Magnus, Kowalski, & McHugh (2010) tested the effects of self-compassion in women who exercise to see if women who were more self-compassionate would have fewer problems with self-evaluation and social comparison. They used women primarily because are typically seen as more susceptible to body image problems although it is important to note that men certainly have these problems too. They found that women who were more self-compassionate were less driven by goals related to demonstrating competence, avoiding failure and feeling incompetent. Similarly, they had less anxiety about their physique and were less likely to engage in obligatory exercise, which refers to exercising past the point where exercise is beneficial (e.g. exercising while injured).

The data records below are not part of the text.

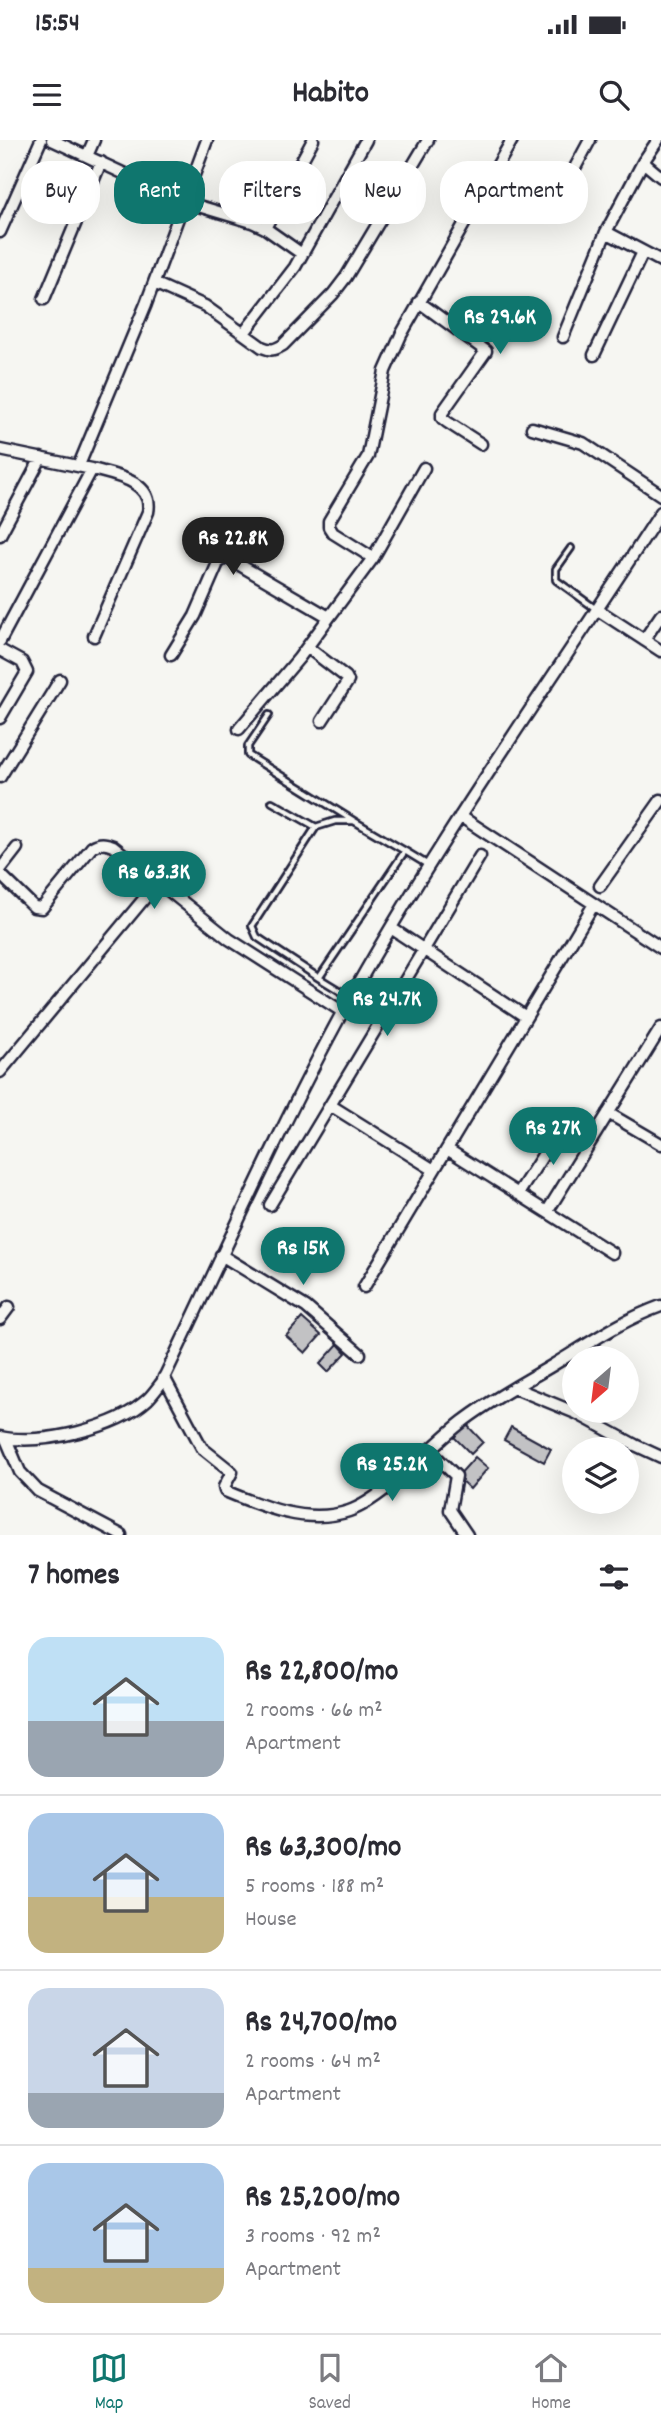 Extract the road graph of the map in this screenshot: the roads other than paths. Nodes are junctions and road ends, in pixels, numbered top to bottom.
1 (41, 140) edge
2 (52, 140) edge
3 (94, 140) edge
4 (207, 140) edge
5 (313, 140) edge
6 (366, 140) edge
7 (428, 140) edge
8 (512, 140) edge
9 (590, 140) edge
10 (657, 140) edge
11 (87, 156) junction
12 (200, 161) edge
13 (579, 161) edge
14 (101, 162) junction
15 (643, 162) junction
16 (114, 168) edge
17 (661, 177) edge
18 (205, 208) edge
19 (177, 224) edge
20 (265, 228) junction
21 (0, 232) edge
22 (606, 232) junction
23 (643, 251) junction
24 (302, 254) junction
25 (661, 261) edge
26 (154, 283) junction
27 (44, 299) dead end
28 (419, 302) junction
29 (244, 333) junction
30 (563, 337) dead end
31 (594, 355) dead end
32 (532, 428) dead end
33 (481, 444) dead end
34 (0, 450) edge
35 (41, 458) junction
36 (79, 465) junction
37 (424, 468) dead end
38 (92, 469) junction
39 (661, 495) edge
40 (661, 512) edge
41 (0, 535) edge
42 (570, 548) dead end
43 (373, 558) junction
44 (598, 610) junction
45 (661, 615) edge
46 (329, 617) junction
47 (94, 636) dead end
48 (644, 640) junction
49 (0, 641) edge
50 (307, 647) junction
51 (0, 650) edge
52 (661, 651) edge
53 (171, 655) dead end
54 (60, 680) dead end
55 (269, 715) dead end
56 (0, 718) edge
57 (322, 721) dead end
58 (239, 729) dead end
59 (0, 777) edge
60 (661, 800) edge
61 (272, 802) dead end
62 (460, 816) junction
63 (354, 821) junction
64 (316, 827) junction
65 (18, 848) dead end
66 (405, 851) junction
67 (480, 856) dead end
68 (428, 865) junction
69 (0, 872) edge
70 (158, 882) junction
71 (600, 886) dead end
72 (594, 904) junction
73 (391, 928) junction
74 (422, 948) junction
75 (661, 948) edge
76 (319, 978) junction
77 (351, 998) junction
78 (342, 1012) junction
79 (526, 1017) junction
80 (661, 1028) edge
81 (0, 1054) edge
82 (12, 1060) junction
83 (0, 1072) edge
84 (330, 1105) junction
85 (608, 1113) junction
86 (563, 1124) dead end
87 (661, 1144) edge
88 (446, 1149) junction
89 (434, 1170) junction
90 (518, 1194) junction
91 (270, 1205) dead end
92 (547, 1212) junction
93 (612, 1253) dead end
94 (221, 1255) junction
95 (364, 1287) dead end
96 (661, 1306) edge
97 (9, 1307) dead end
98 (0, 1319) edge
99 (360, 1354) dead end
100 (164, 1377) junction
101 (515, 1388) junction
102 (3, 1438) edge
103 (429, 1450) junction
104 (661, 1457) edge
105 (121, 1535) edge
106 (467, 1535) edge

1 - 21 street
2 - 11 street
3 - 11 street
4 - 12 street
5 - 20 street
6 - 24 street
7 - 29 street
8 - 28 street
9 - 13 street
10 - 15 street
11 - 14 street
14 - 16 street
14 - 27 street
15 - 17 street
15 - 22 street
18 - 20 street
19 - 26 street
20 - 24 street
22 - 23 street
22 - 30 street
23 - 25 street
23 - 31 street
24 - 29 street
26 - 29 street
26 - 36 street
28 - 33 street
28 - 43 street
32 - 39 street
34 - 35 street
35 - 36 street
35 - 41 street
36 - 38 street
37 - 43 street
38 - 47 street
38 - 49 street
40 - 44 street
42 - 44 lane
43 - 46 street
44 - 48 street
44 - 62 street
45 - 48 street
46 - 50 street
46 - 53 street
48 - 52 street
50 - 57 street
50 - 58 street
51 - 56 street
54 - 59 street
55 - 63 lane
60 - 71 street
61 - 64 lane
62 - 68 street
62 - 72 street
63 - 64 lane
63 - 66 lane
64 - 76 lane
65 - 69 street
66 - 68 lane
66 - 76 lane
67 - 74 street
68 - 73 street
69 - 70 street
70 - 78 street
70 - 82 street
72 - 75 street
72 - 79 street
73 - 74 street
73 - 77 street
74 - 79 street
74 - 84 street
76 - 77 lane
77 - 78 street
78 - 94 street
79 - 88 street
80 - 85 street
81 - 82 street
82 - 83 street
84 - 89 street
84 - 91 street
85 - 87 street
85 - 92 street
86 - 90 street
88 - 89 street
88 - 90 street
89 - 95 street
90 - 92 street
92 - 93 street
94 - 99 street
94 - 100 street
96 - 101 street
97 - 98 street
100 - 102 street
100 - 103 street
101 - 103 street
101 - 104 street
102 - 105 street
103 - 106 street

So, self-compassion allows us to be realistic about exercising and to be accepting of where we are in our exercise goals. Bad days happen, and there are going to be people who are faster and stronger. If you happen run slower, that does not mean you are incompetent or a failure. It really does not do you any good to push yourself to the point of injury just to have a nice body or be able to run as fast as the next person. Go at your own pace and realize that the simple fact that you’re trying puts you a little closer to your goal. You are probably going to have discouraging experiences while exercising, but treat yourself with kindness, realize that you are not the only one who has ever been discouraged, and don’t dwell too long on the negative feelings. You might just find that these difficulties are a little easier to overcome.

Magnus, C.M.R., Kowalski, K.C., & McHugh, T.F. (2010). The role of self-compassion in women’s self-determined motives to exercise and exercise related outcomes. Self and Identity, 9, 363-382.